Zugegeben: Die Experten prophezeien in diesem Jahr den vielleicht langweiligsten Super Bowl der Geschichte. Ausgerechnet beim 50. Mal. Weil auf der einen Seite Cam Newton die Carolina Panthers anführt. Ein menschgewordenes Monster, das mit seinen Läufen regelmäßig alle Defensivversuche ad absurdum führt. Während sein Gegner auf der anderen Seite, die Denver Broncos, darauf hoffen muss, dass Altstar-Quarterback Peyton Manning nicht nur seinen Wurfarm wiederfindet, sondern auch noch verletzungsfrei aus der Kabine eiert.
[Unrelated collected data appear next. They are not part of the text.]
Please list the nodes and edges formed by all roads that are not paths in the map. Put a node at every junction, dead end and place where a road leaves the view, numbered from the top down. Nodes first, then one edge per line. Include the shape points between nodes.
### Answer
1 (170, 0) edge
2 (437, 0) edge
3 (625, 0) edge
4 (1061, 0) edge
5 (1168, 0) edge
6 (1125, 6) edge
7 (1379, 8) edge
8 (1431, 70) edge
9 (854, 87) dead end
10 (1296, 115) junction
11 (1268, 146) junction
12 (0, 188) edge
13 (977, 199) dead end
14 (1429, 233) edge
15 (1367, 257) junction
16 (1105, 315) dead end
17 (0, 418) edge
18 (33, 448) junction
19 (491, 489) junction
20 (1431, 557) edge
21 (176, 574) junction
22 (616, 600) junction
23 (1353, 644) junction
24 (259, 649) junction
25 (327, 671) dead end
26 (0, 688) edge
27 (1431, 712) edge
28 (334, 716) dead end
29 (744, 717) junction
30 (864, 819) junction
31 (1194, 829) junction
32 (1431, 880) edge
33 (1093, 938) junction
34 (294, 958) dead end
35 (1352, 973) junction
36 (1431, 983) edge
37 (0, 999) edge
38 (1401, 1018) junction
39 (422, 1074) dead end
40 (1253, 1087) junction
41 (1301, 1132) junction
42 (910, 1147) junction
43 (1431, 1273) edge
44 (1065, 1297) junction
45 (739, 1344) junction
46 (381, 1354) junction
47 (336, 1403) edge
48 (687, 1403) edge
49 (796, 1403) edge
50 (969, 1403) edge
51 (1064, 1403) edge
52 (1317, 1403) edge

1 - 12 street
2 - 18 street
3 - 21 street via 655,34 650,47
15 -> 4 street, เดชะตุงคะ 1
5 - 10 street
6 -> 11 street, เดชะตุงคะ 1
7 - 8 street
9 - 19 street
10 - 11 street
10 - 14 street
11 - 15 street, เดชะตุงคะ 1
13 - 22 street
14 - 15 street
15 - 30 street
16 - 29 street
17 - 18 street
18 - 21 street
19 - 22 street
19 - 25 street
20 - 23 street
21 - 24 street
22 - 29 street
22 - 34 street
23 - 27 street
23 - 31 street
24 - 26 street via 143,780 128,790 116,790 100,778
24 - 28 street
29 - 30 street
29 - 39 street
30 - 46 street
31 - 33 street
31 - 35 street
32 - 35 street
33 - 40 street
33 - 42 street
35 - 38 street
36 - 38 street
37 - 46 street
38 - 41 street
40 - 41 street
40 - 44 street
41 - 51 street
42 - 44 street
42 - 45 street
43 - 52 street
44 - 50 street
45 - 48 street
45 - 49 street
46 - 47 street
Der Super Bowl kann, gerade wenn Manning beteiligt wird, zu einer riesengroßen Enttäuschung im Vier-Viertel-Takt verkommen. Aber dann gibt's meist eine ganz ordentlich Halbzeitsause.

Während dem Fußball, der Leichtathletik, manchmal auch dem Basketball vorgeworfen wird, dass die Eventmacher mittlerweile den einfachen Mann vergessen haben, würde beim Super Bowl niemand diese Kritik aussprechen. Einfache Männer sieht die NFL gar nicht vor. Also darf ich mich gepflegt darauf freuen, dass muskulöse Fabelwesen von Fleischklopsen in Lichtgeschwindigkeit umgerammt werden. Besungen von Coldplay, Beyonce und Lady Gaga. Moderiert von einer wahrlich nervtötenden Crew. Gefeiert von acht, chickenwingsgetränkten Freunden in Unterhose. Ganz legal. Ist eben Super Bowl.

*Der Nippel-Part ist meist nicht der schwierige Teil dieser Wetten.